A 12-episode anime adaptation produced by Zexcs and directed by Shinji Ushiro aired on TV Saitama and Chiba TV from January 6 to March 24, 2010, with subsequent broadcasts on Tokyo MX, TV Aichi, NTV, TV Kanagawa, TVQ Kyushu Broadcasting, and Sun Television. Six DVD compilation volumes were released by Kadokawa Pictures between March 26 and August 28, 2010. English-subtitled simulcasts were provided by Crunchyroll on its video portal. A Blu-ray box set was released on January 27, 2012. On August 12, 2016, it was announced that Funimation had licensed the series, a release date is set for November 8, 2016. Later it was confirmed that Crunchyroll was added the series alongside Time Travel Girl and Three Leaves, Three Colors on their catalog since December 21, 2016.

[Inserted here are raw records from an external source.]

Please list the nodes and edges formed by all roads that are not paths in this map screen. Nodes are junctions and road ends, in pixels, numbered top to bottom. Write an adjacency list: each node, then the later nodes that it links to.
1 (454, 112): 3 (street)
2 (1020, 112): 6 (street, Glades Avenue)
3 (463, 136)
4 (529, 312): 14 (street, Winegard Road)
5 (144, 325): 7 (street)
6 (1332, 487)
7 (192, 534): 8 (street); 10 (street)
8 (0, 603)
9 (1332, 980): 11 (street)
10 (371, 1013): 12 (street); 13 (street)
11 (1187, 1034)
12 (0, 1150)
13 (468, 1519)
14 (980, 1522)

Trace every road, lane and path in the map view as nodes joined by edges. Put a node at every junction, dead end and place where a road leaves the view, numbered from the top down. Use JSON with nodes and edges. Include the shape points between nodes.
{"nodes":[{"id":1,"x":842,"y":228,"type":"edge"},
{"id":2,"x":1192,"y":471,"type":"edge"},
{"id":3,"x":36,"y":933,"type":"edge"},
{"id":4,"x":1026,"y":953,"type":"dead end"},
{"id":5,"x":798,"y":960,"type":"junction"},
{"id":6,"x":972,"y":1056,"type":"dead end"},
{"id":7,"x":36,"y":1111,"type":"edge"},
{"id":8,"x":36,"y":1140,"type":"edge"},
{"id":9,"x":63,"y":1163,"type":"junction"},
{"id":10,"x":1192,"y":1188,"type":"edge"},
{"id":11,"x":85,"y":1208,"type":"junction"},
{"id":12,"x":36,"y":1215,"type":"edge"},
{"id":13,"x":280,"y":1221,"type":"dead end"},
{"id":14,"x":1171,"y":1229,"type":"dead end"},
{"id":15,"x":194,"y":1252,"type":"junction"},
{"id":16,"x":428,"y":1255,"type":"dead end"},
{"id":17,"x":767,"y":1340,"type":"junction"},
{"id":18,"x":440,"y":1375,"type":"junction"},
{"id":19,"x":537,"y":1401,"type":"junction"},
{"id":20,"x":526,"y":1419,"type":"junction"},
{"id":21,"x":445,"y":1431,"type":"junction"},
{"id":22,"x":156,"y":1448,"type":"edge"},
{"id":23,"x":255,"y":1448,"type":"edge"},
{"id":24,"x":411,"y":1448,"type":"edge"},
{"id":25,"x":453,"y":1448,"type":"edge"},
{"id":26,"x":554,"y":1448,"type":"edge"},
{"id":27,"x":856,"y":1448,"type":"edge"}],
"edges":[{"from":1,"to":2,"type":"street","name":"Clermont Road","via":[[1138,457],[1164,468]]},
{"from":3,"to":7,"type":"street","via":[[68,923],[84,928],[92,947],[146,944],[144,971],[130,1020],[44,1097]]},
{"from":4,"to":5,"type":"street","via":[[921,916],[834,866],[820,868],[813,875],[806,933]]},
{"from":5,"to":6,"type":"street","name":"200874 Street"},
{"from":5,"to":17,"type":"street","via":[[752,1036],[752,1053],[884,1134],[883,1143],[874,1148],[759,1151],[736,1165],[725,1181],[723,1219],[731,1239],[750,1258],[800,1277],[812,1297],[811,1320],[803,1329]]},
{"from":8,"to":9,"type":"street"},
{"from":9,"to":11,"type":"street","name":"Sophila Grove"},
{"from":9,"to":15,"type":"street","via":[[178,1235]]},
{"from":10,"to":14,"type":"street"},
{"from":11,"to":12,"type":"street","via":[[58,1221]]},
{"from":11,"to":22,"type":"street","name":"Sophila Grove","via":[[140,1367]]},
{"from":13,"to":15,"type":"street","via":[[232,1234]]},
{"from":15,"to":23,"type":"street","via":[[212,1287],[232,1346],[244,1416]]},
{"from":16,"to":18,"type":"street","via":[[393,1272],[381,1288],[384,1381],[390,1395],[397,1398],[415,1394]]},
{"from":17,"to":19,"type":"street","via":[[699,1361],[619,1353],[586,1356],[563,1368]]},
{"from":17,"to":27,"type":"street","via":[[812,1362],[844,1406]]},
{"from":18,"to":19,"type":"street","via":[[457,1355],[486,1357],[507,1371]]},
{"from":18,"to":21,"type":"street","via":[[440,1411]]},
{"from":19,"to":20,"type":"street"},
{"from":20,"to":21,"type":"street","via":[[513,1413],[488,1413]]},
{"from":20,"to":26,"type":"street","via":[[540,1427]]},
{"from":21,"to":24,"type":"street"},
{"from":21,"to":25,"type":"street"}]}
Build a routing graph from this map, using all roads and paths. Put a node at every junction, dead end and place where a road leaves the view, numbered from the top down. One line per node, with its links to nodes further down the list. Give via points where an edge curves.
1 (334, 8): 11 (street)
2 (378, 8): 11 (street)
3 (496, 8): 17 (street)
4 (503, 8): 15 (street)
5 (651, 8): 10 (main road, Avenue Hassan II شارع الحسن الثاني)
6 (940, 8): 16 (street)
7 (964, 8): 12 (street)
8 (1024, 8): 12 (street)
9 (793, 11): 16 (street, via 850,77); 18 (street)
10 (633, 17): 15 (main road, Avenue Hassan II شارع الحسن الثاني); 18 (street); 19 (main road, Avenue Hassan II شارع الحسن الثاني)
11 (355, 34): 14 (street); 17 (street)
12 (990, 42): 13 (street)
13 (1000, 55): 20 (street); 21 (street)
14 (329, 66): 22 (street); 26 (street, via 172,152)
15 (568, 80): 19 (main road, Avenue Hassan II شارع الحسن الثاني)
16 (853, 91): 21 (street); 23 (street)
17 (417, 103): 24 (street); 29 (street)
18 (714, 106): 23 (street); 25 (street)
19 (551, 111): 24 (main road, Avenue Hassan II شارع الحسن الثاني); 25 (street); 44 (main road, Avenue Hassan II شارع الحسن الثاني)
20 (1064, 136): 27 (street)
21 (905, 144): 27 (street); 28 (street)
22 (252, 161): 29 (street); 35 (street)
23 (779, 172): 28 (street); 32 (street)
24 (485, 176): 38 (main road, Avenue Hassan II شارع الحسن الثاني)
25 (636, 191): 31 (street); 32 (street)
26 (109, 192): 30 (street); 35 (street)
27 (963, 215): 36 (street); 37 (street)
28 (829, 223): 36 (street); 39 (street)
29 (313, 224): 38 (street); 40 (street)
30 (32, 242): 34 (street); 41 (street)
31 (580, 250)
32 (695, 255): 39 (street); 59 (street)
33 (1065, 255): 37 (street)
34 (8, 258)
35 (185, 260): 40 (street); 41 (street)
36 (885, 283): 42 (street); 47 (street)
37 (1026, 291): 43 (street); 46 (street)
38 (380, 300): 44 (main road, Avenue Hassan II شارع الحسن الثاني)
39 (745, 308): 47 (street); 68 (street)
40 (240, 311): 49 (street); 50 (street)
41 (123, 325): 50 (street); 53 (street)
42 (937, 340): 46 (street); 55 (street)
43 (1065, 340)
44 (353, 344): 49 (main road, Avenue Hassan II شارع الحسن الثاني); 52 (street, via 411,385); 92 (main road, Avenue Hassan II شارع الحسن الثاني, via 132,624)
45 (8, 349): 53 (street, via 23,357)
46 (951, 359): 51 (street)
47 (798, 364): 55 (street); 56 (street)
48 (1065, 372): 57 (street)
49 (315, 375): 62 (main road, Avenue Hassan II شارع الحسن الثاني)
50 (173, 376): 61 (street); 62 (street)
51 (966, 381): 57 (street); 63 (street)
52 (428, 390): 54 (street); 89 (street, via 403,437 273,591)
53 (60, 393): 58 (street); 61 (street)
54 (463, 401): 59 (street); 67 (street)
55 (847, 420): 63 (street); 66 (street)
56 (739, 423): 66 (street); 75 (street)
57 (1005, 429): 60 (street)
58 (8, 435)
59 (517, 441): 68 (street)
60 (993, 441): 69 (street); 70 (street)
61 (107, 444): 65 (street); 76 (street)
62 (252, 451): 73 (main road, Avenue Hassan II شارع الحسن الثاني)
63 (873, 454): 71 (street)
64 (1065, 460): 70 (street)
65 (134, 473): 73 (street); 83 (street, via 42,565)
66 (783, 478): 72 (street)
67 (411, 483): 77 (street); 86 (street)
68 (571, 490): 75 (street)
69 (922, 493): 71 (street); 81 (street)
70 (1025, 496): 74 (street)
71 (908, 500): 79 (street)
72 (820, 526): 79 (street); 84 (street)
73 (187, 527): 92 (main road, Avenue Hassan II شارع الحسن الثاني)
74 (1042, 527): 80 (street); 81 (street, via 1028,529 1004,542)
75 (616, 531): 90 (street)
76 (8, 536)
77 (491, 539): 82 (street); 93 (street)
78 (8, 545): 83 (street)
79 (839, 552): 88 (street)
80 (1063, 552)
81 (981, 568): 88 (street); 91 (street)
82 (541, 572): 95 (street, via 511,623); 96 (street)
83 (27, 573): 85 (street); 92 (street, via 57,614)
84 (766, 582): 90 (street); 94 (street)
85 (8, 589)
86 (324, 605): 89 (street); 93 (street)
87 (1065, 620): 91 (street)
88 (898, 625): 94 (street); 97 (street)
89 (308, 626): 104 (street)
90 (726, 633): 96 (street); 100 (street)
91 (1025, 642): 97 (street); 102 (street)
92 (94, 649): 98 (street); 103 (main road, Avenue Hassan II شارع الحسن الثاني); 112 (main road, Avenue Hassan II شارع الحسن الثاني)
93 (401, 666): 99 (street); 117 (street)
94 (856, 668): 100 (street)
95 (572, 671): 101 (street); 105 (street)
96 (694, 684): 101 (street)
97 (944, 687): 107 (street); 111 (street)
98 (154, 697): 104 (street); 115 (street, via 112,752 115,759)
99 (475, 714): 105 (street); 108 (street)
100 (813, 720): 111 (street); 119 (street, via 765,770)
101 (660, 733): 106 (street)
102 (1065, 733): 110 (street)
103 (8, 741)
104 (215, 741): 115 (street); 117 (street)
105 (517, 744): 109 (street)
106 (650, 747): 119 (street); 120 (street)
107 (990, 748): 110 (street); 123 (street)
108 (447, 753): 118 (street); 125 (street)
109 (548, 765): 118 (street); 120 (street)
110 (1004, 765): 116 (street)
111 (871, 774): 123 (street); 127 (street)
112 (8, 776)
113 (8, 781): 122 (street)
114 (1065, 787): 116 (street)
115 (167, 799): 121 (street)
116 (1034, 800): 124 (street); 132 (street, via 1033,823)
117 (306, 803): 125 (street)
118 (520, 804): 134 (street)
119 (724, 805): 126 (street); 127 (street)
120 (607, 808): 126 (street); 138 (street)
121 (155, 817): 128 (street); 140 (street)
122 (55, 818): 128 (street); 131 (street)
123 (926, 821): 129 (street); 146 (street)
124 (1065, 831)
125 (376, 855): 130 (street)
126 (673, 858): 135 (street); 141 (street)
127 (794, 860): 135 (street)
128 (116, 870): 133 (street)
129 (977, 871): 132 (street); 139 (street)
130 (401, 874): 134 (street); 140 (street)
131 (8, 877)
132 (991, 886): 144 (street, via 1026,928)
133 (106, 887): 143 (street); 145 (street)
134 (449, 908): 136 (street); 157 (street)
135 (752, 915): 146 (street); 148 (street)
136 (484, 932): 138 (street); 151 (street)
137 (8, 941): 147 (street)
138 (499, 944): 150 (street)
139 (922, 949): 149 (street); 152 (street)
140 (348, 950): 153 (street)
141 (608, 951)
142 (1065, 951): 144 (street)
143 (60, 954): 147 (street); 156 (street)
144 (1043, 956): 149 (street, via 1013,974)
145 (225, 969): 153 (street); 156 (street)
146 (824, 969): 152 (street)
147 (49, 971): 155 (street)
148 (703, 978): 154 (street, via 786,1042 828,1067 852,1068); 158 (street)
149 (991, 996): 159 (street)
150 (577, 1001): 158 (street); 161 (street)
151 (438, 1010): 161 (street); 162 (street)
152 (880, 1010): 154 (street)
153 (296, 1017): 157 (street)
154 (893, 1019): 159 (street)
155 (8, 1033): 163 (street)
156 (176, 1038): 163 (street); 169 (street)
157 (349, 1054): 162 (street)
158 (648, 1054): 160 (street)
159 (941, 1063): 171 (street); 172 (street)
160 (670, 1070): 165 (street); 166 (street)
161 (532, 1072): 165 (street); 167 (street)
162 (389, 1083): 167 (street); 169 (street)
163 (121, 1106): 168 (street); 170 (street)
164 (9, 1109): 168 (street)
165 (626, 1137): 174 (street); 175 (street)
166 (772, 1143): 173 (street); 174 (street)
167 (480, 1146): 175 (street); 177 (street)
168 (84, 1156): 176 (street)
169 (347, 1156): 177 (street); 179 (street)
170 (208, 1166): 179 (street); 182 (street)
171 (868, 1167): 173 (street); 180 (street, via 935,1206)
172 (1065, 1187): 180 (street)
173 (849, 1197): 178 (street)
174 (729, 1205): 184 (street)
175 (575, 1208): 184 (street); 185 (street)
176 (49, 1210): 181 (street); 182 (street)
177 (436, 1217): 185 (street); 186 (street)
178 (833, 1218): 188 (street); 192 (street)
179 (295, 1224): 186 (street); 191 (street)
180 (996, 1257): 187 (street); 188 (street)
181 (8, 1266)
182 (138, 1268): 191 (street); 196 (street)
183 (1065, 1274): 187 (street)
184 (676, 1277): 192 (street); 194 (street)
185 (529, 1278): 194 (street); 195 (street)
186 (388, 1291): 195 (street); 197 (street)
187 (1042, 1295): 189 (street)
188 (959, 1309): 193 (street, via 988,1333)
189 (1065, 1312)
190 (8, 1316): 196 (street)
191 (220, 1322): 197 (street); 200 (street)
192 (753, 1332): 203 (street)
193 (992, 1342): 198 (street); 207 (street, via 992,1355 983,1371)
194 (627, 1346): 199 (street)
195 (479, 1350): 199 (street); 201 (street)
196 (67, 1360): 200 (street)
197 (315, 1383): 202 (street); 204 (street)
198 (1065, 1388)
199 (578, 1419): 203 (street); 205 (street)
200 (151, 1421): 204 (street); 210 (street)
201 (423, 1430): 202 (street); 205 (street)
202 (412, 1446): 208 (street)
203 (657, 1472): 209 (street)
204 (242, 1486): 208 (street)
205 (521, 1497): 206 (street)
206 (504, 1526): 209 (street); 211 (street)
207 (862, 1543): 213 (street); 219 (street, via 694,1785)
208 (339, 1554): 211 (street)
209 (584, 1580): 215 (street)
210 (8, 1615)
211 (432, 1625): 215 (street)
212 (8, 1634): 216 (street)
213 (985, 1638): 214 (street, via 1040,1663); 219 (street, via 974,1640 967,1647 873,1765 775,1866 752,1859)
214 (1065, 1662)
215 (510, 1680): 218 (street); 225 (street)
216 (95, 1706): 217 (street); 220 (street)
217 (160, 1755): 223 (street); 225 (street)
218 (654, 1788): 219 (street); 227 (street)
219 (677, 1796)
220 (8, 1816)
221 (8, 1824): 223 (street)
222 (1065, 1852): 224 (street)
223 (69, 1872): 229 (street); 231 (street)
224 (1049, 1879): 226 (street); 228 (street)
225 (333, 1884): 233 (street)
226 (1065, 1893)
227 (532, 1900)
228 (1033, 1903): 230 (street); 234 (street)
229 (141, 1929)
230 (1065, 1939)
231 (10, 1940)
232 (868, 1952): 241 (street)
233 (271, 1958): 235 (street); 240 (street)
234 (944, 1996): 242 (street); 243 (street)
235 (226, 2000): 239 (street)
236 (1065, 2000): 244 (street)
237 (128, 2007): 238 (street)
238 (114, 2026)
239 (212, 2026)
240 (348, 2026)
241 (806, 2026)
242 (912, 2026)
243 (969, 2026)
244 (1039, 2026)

The opening theme for the anime is "Oshichau zo!!" (押しちゃうぞっ!!) by AyaRuka, consisting of singers Aya Sakamoto and Ruka Kawada. The ending theme is "BEAM my BEAM" by Himarinko L. Shizukuesu (ひまりんこ・L・しずくえす), consisting of the main female cast. From episodes seven through eleven, the seventh episode version was sung by Ami Koshimizu; the eighth episode version was sung by Iori Nomizu; the ninth episode version was sung by Kei Shindo; the tenth episode version was sung by Asuka Ōgame; and the eleventh episode version was sung by Yuki Matsuoka. The ending theme for episode 12 is "Sakamichi no Hate" (坂道の果て) by Yuto Amakawa (Daisuke Hirakawa). "Oshichau zo!!" and "BEAM my BEAM" were later released as maxi singles by Columbia Music Entertainment on February 24, 2010.

===Other media===
An internet radio show promoting the anime called OmaHima☆HR (おまひま☆HR) aired on Animate and ran 13 episodes from November 12, 2009, to April 30, 2010. The show was hosted by Ami Koshimizu and Iori Nomizu, the voices of Himari Noihara and Rinko Kuzaki, respectively, and guest voices from the anime series appeared for each radio episode. The theme song used is "love and peace" by Koshimizu. A CD containing all 13 episodes was released on August 13, 2010, by Columbia Music Entertainment.

==Reception==

===Manga sales===
In Japan, Omamori Himari has been featured on the Tohan charts, with Volume 4 reaching No. 29 between November 11, 2008, and November 17, 2008 and Volume 5 reaching No. 15 between April 7 and April 13, 2009, the highest ranking to date.

It has also been featured on the Oricon charts, with Volume 6 reached No. 27 between January 11 and January 17, 2010, Volume 7 reaching No. 16 between August 2, 2010, and August 8, 2010, on its first week of sales and No. 22 between August 9 and August 15, 2010, on its second; Volume 8 reaching No. 19 on the Oricon charts between April 4 and April 10, 2011, on its first week of sales and No. 30 between April 11 and April 17, 2011, on its second week; and Volume 10 reaching No. 17 on the Oricon charts between August 6 and August 12, 2012, on its first week of sales, selling 35,729 copies, the highest ranking achieved on the charts and the second-highest in the series to date. However, Volume 10's ranking sharply declined to No. 44 on its second week, selling only 16,485 copies for a total of 52,194 copies. It is also the series' lowest ranking since Volume 8's second week.

In North America, Omamori Himari has been featured in The New York Times Manga Best Seller List, with the third volume reaching No. 7 between April 24 and April 30, 2011, Volume 5 at No. 8 between November 20 and November 26, 2011, Volume 7 at No. 9 between May 27 and June 2, 2012, Volume 8 at No. 5 between August 19 and August 25, 2012, Volume 0 at No. 4 between September 23 and September 29, 2012, and Volume 9 at No. 5 between November 18 and November 24, 2012, all on their first week of sales. Volume 0 has the highest ranking on the list to date in North America, beating out Volume 21 of Fairy Tail on its first week and Volume 64 of One Piece, which has been on the list for three weeks straight.

Omamori Himari has also been featured on Nielsen BookScan's Best-Selling Graphic Novels List, with Volume 7 debuting at No. 22 between May 14, 2012, and May 20, 2012, before the volume's official release, No. 14 between May 21, 2012, and May 27, 2012, on its first week of sales, and No. 21 between May 28, 2012, and June 3, 2012, on its second week of sales, selling a total of 1,270 copies.